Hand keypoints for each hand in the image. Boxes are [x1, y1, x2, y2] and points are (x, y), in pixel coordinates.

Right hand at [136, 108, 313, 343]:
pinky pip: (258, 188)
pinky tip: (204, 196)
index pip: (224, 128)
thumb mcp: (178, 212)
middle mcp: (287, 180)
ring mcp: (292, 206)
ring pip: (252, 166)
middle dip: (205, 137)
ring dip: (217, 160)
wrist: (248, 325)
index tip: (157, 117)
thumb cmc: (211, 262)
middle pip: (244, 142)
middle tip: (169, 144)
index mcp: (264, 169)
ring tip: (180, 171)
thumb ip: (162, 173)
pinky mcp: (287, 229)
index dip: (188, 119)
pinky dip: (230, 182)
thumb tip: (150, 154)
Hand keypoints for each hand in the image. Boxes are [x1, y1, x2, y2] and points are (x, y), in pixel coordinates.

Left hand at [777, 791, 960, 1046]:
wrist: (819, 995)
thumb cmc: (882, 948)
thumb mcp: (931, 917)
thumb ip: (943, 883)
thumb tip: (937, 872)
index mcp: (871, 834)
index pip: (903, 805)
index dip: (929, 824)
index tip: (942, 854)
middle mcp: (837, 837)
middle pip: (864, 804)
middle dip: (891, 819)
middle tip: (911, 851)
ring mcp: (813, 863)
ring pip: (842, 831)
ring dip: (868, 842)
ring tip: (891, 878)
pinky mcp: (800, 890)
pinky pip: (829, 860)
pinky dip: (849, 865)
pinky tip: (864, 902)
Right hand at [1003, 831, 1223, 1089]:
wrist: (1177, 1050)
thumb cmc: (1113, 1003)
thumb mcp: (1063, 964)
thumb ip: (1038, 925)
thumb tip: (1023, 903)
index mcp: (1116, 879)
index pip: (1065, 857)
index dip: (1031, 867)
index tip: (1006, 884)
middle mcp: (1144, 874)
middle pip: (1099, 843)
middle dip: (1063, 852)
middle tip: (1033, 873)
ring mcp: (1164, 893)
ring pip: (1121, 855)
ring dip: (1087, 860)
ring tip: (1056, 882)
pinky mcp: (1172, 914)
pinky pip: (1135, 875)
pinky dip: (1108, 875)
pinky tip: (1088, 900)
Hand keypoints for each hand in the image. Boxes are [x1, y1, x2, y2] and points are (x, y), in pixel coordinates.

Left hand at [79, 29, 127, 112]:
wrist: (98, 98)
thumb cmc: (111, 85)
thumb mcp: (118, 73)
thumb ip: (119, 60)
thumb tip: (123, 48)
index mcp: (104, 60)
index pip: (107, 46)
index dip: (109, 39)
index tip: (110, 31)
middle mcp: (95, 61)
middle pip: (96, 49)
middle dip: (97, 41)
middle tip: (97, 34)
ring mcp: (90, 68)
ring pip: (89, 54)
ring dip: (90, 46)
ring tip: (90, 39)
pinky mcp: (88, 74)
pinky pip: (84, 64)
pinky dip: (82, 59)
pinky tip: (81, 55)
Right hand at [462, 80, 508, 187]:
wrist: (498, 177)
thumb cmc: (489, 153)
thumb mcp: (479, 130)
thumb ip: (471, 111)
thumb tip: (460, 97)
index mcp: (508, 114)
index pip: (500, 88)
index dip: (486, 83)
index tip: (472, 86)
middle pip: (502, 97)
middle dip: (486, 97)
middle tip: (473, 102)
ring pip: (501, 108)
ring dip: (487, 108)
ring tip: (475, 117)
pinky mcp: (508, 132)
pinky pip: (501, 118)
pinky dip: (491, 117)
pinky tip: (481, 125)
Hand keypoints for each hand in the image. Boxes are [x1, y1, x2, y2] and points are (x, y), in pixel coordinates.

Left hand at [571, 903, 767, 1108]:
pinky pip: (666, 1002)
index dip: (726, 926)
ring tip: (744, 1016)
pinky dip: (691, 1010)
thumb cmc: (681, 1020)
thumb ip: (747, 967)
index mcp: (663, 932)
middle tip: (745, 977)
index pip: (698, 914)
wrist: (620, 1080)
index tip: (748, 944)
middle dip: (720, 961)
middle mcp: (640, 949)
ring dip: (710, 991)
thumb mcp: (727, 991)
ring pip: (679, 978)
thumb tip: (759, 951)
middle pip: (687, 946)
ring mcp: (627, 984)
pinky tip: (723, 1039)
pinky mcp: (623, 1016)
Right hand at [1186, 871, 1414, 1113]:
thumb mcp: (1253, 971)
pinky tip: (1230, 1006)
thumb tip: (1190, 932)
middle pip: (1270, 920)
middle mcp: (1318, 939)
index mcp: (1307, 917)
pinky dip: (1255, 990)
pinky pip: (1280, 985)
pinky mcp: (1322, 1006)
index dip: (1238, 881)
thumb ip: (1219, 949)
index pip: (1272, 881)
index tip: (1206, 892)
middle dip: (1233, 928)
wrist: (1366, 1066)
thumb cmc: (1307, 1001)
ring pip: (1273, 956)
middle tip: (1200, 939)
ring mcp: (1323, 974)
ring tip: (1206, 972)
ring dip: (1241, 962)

***

» **Your task**:
Set down each entry exactly as it appears above.

» **Exercise result**:
Hand keypoints for each hand in the image. Boxes are [x1, y1, x2, y2] and points are (x, y), in pixel coordinates.

Right hand at [136, 108, 313, 343]:
pinky pip: (258, 188)
pinky tip: (204, 196)
index pip: (224, 128)
thumb mcp: (178, 212)
middle mcp: (287, 180)
ring mcp: (292, 206)
ring pip: (252, 166)
middle dip: (205, 137)
ring dip: (217, 160)
wrist: (248, 325)
index tip: (157, 117)
thumb cmc: (211, 262)
middle pip: (244, 142)
middle tip: (169, 144)
index mcp: (264, 169)
ring tip: (180, 171)
thumb ip: (162, 173)
pinky mcp: (287, 229)
index dip: (188, 119)
pinky dip: (230, 182)
thumb tip: (150, 154)
Hand keypoints for each hand in the image. Boxes are [x1, y1, x2, y2] and points are (x, y), in pixel coordinates.

Left hand at [777, 791, 960, 1046]:
wrist: (819, 995)
thumb cmc: (882, 948)
thumb mcp: (931, 917)
thumb ip: (943, 883)
thumb tip: (937, 872)
index mcp: (871, 834)
index pip: (903, 805)
index dip: (929, 824)
index tip: (942, 854)
middle mcp: (837, 837)
middle pip: (864, 804)
middle dip: (891, 819)
middle tip: (911, 851)
ring mcp: (813, 863)
ring pip: (842, 831)
ring dip: (868, 842)
ring tip: (891, 878)
pinky mcp: (800, 890)
pinky pip: (829, 860)
pinky dip: (849, 865)
pinky tip: (864, 902)
Right hand at [1003, 831, 1223, 1089]:
wrist: (1177, 1050)
thumb cmc: (1113, 1003)
thumb mcp: (1063, 964)
thumb ip: (1038, 925)
thumb tip: (1023, 903)
index mcp: (1116, 879)
index pip: (1065, 857)
index dip: (1031, 867)
index tip: (1006, 884)
middle mcp: (1144, 874)
middle pip: (1099, 843)
middle dip: (1063, 852)
middle tip: (1033, 873)
ring mcp: (1164, 893)
ring pip: (1121, 855)
ring dip: (1087, 860)
ring tip: (1056, 882)
pinky mcp: (1172, 914)
pinky pip: (1135, 875)
pinky dip: (1108, 875)
pinky tip: (1088, 900)
Hand keypoints for each hand in the image. Boxes are [x1, y1, x2, y2] and points are (x, y), in pixel coordinates.

Left hand at [79, 29, 127, 112]:
wrist: (98, 98)
thumb cmc: (111, 85)
thumb mcp: (118, 73)
thumb ip: (119, 60)
thumb tip: (123, 48)
index mcp: (104, 60)
index pip: (107, 46)
index dip: (109, 39)
index tip: (110, 31)
middle mcp: (95, 61)
middle pip: (96, 49)
middle dip: (97, 41)
middle tip: (97, 34)
ring mcp: (90, 68)
ring pip: (89, 54)
ring dip: (90, 46)
ring tip: (90, 39)
pinky mcp: (88, 74)
pinky pip: (84, 64)
pinky dip: (82, 59)
pinky tip: (81, 55)
Right hand at [462, 80, 508, 187]:
wrist: (498, 177)
thumb cmc: (489, 153)
thumb mcp: (479, 130)
thumb ip: (471, 111)
thumb tip: (460, 97)
index mcp: (508, 114)
index pip: (500, 88)
index dip: (486, 83)
index tip: (472, 86)
middle pip: (502, 97)
middle dip: (486, 97)
middle tip: (473, 102)
ring pip: (501, 108)
ring dip: (487, 108)
ring tip: (475, 117)
pinky mcp: (508, 132)
pinky pip: (501, 118)
pinky dip: (491, 117)
pinky tip: (481, 125)
Hand keypoints for each hand in the image. Boxes are [x1, y1, x2, y2] and points are (x, y), in pixel coordinates.

Left hand at [571, 903, 767, 1108]:
pinky pip: (666, 1002)
index dip: (726, 926)
ring tip: (744, 1016)
pinky dip: (691, 1010)
thumb cmc: (681, 1020)
thumb ip: (747, 967)
index mcp: (663, 932)
middle tip: (745, 977)
index pip: (698, 914)
wrist: (620, 1080)
index tip: (748, 944)
middle dip: (720, 961)
middle mcp: (640, 949)
ring dip: (710, 991)
thumb mcp: (727, 991)
ring pip: (679, 978)
thumb tip: (759, 951)
middle pip: (687, 946)
ring mcp: (627, 984)
pinky tip: (723, 1039)
pinky mcp: (623, 1016)
Right hand at [1186, 871, 1414, 1113]:
thumb mcp: (1253, 971)
pinky tip: (1230, 1006)
thumb tip: (1190, 932)
middle pip: (1270, 920)
middle mcp: (1318, 939)
index mcp: (1307, 917)
pinky dip: (1255, 990)
pinky pip: (1280, 985)
pinky mcp: (1322, 1006)
index dip: (1238, 881)
thumb ip: (1219, 949)
index pip: (1272, 881)
index tip: (1206, 892)
middle dip: (1233, 928)
wrist: (1366, 1066)
thumb cmc: (1307, 1001)
ring pip: (1273, 956)
middle tip: (1200, 939)
ring mcp: (1323, 974)
ring tip: (1206, 972)
ring dip: (1241, 962)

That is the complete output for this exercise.